ORIGINAL POST, 6:52 pm Tuesday: A video released this afternoon on YouTube shows a man living on a boat in the Willamette River appearing to fire a gun at a drone that buzzed the floating camp.
For the past week, a YouTube user that goes by the name "Drone Man" has been posting videos of camps on islands in Willamette River and the Columbia Slough, a long marsh and canal that borders the Columbia River in North and Northeast Portland.
He posted a video filmed at 1:21 pm today that shows footage from his drone flying over a boat on the Willamette River near the shore of North Portland. The footage then shows a man on the boat pointing a rifle at the drone and appearing to fire the weapon.
WW reached out to Drone Man through Reddit, where he posts videos in response to the a thread titled "What the hell is going on in the Columbia River Slough?"
Drone Man declined to give his name to WW.
Related: Hobo Pirates of the North Willamette.
When we asked him via email why he was monitoring homeless people with a drone, he replied: "I take video of people destroying the environment and spread awareness about the damage being done."

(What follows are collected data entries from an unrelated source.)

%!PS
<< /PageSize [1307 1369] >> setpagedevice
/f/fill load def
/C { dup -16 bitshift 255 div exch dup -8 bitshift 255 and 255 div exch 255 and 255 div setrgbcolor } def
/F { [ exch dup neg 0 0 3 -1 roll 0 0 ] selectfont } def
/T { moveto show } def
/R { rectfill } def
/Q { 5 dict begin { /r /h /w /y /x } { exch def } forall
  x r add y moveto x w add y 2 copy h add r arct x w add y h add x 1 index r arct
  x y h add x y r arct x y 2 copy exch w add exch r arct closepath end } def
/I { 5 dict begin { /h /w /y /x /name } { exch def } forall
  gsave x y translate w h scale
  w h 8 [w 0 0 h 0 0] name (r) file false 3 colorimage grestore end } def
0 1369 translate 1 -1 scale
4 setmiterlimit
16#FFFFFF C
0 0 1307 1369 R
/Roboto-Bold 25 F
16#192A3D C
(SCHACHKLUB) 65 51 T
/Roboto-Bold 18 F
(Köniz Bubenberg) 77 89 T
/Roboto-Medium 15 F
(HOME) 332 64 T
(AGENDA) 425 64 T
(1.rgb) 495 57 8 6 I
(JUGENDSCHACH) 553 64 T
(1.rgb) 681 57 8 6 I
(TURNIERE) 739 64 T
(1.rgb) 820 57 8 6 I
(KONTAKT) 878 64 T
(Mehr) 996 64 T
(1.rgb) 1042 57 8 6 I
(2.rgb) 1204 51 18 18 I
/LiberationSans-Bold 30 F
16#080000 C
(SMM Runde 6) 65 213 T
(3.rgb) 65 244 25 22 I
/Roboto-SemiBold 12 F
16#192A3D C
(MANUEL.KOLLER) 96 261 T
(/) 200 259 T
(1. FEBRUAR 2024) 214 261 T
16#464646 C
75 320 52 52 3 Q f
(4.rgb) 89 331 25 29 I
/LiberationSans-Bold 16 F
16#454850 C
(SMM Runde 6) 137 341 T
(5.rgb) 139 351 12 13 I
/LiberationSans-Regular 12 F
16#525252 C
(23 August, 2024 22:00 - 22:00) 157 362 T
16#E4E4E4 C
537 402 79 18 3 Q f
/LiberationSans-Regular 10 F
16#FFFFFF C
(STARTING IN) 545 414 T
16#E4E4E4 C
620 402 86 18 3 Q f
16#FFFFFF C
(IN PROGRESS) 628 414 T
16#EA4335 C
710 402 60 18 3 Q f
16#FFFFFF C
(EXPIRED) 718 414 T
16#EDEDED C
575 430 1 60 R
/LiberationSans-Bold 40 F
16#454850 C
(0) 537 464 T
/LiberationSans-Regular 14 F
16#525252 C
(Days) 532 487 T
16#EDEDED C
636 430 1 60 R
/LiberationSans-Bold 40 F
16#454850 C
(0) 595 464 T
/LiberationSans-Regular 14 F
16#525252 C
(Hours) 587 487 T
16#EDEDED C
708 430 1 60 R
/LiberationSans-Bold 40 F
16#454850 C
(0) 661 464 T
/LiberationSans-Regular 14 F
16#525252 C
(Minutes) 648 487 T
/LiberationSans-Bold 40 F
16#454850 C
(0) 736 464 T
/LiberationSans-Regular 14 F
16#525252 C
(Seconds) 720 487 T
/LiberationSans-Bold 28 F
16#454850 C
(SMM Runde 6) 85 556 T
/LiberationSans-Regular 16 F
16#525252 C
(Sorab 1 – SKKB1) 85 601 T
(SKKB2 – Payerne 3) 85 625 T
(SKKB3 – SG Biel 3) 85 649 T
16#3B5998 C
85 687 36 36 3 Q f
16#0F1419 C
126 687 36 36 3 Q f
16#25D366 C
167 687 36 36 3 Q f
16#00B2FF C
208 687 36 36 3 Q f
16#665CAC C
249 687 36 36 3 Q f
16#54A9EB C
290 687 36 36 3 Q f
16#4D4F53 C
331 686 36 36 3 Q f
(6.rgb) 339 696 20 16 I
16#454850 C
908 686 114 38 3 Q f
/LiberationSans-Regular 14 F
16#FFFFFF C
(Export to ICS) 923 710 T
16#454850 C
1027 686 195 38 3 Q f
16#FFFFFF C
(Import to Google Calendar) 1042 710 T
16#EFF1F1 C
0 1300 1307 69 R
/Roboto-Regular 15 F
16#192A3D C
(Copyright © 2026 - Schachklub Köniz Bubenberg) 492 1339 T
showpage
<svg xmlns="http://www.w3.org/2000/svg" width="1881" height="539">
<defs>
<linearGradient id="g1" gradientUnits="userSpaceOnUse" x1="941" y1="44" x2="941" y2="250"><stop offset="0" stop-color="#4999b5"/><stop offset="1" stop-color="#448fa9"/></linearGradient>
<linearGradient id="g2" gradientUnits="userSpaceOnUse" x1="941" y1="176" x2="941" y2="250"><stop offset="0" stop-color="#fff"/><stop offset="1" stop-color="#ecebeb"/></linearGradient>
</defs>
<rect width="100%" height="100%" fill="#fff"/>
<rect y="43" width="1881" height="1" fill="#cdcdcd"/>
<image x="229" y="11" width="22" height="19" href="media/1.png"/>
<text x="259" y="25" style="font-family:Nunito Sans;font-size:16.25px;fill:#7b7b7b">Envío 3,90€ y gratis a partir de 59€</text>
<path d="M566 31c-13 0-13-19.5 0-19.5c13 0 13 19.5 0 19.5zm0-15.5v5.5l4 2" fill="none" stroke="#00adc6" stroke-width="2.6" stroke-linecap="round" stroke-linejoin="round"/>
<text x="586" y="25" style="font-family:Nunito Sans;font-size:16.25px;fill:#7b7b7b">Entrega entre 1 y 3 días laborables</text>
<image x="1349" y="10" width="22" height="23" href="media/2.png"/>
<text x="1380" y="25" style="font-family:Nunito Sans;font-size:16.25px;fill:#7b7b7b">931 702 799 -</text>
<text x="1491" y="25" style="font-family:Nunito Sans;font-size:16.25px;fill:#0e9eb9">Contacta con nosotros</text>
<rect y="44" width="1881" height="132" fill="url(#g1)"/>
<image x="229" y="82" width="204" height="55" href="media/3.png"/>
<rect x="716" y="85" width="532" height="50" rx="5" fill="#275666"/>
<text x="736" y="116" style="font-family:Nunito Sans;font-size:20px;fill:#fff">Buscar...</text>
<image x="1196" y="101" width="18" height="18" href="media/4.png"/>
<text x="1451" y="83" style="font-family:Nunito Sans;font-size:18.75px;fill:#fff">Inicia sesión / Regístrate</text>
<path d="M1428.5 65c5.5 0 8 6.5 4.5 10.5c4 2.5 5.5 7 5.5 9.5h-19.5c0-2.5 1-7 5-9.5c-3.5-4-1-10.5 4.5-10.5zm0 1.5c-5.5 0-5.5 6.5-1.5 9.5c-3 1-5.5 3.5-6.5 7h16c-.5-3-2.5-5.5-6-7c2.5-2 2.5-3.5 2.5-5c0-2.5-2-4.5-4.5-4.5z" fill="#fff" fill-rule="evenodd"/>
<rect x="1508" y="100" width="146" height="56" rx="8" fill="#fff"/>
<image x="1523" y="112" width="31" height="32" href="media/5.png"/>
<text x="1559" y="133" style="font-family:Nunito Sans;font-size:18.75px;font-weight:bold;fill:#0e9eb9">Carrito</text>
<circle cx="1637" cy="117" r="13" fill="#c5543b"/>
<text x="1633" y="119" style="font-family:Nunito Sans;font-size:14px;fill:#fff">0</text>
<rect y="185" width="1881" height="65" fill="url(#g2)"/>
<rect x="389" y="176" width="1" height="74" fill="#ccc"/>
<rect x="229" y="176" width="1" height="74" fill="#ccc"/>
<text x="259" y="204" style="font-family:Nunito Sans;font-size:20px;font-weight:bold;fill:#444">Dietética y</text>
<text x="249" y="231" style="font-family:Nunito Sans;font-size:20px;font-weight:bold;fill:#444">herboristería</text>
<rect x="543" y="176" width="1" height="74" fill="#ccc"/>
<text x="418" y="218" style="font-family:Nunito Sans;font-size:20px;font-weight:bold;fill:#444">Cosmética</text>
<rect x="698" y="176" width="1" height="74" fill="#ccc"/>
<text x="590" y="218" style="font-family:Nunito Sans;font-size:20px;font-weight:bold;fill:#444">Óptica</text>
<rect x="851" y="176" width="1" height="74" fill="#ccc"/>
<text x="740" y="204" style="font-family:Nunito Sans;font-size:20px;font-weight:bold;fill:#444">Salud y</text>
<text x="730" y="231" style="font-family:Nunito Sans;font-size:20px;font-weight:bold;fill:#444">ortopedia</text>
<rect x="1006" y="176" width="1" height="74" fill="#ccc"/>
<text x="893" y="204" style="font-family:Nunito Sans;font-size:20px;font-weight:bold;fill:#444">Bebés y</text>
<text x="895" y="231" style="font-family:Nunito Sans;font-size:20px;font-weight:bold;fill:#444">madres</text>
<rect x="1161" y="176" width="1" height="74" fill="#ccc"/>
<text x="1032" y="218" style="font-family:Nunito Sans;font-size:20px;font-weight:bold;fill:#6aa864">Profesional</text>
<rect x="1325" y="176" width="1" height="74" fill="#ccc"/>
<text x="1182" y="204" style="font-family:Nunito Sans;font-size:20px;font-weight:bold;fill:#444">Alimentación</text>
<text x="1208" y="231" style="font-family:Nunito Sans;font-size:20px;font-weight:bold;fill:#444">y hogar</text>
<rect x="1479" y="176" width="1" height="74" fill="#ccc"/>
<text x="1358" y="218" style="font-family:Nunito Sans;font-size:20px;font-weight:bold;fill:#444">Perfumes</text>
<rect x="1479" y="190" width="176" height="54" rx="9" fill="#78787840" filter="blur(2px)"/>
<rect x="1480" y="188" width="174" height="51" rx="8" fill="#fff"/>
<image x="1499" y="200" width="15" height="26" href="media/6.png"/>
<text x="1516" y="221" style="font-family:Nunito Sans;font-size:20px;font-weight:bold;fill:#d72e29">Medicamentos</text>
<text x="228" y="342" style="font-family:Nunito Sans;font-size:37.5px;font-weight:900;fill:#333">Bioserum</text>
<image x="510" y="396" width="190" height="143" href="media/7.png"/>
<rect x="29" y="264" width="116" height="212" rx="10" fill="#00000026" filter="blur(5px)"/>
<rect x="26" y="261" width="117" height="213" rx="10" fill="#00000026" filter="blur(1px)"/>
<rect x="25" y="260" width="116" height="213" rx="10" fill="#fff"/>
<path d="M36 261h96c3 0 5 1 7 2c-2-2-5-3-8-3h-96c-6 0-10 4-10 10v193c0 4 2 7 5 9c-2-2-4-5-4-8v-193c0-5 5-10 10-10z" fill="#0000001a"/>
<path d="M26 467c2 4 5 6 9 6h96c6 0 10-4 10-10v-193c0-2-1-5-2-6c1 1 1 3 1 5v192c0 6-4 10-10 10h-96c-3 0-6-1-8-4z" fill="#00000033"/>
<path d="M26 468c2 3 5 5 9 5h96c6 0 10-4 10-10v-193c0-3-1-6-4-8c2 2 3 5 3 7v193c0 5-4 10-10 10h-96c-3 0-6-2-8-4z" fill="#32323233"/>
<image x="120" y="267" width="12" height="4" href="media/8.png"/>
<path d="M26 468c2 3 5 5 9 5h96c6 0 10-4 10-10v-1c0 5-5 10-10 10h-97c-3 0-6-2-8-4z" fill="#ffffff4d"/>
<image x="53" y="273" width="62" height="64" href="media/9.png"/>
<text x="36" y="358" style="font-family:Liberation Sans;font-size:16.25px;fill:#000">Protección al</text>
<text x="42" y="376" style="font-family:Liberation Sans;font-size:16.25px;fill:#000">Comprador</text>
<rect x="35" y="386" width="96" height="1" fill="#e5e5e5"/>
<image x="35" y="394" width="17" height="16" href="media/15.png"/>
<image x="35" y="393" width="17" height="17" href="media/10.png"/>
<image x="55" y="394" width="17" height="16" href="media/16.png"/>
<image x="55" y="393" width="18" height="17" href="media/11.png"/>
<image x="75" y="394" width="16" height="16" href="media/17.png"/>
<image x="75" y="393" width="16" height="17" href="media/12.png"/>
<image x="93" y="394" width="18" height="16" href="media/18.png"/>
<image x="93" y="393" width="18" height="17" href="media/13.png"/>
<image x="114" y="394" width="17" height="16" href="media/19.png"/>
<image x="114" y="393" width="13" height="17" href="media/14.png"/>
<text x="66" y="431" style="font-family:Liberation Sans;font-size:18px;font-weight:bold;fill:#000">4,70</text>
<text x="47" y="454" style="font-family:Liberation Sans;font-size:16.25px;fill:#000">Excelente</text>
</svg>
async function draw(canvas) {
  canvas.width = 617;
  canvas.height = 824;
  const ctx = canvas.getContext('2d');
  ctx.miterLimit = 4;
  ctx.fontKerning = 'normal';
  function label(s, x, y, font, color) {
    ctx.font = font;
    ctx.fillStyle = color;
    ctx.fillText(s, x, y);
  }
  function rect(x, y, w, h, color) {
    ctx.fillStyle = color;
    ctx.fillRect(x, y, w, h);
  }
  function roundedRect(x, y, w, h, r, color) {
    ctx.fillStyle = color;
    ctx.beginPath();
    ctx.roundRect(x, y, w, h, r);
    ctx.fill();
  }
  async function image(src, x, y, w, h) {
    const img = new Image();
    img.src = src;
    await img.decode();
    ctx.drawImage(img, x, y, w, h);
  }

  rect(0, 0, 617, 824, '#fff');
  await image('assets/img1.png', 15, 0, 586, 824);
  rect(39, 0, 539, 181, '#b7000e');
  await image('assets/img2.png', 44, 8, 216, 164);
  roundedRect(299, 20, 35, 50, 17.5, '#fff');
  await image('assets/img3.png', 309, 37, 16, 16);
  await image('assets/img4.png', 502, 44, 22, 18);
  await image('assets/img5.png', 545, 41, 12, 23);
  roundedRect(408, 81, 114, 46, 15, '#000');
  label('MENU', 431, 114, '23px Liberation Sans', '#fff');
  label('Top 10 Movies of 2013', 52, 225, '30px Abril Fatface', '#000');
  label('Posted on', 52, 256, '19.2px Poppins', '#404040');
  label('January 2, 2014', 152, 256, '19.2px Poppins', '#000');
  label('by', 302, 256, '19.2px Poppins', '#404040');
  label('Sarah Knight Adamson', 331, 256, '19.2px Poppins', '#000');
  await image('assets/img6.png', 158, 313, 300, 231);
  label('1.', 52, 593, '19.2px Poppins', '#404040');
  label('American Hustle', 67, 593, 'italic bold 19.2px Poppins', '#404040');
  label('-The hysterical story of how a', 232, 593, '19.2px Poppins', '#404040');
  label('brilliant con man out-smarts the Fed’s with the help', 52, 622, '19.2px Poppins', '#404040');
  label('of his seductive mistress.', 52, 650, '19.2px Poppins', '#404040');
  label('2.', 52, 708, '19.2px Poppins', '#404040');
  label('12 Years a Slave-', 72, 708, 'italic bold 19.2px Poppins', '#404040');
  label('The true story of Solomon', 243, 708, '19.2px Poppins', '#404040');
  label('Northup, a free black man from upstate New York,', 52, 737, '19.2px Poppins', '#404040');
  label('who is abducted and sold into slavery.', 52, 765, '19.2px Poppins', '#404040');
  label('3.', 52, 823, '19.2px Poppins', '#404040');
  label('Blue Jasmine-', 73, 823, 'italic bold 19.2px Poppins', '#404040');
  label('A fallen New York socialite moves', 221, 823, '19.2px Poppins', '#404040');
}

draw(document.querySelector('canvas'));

Drone Man has said in posts on Reddit that he doesn't intend to report the gunshot to the authorities. He claims to have been investigating what he called on Reddit a "bicycle chop shop flotilla" that he says has been forming for more than a year. (The video appears to show a large number of bicycles on the boat.)
The Multnomah County Sheriff's Office hasn't yet replied to requests for comment on the shooting. One employee at the sheriff's Columbia River office said he hadn't heard anything about the incident.
Transient boaters, many of them self-described as pirates, are common and controversial along the Willamette River. WW profiled one such river pirate in 2012.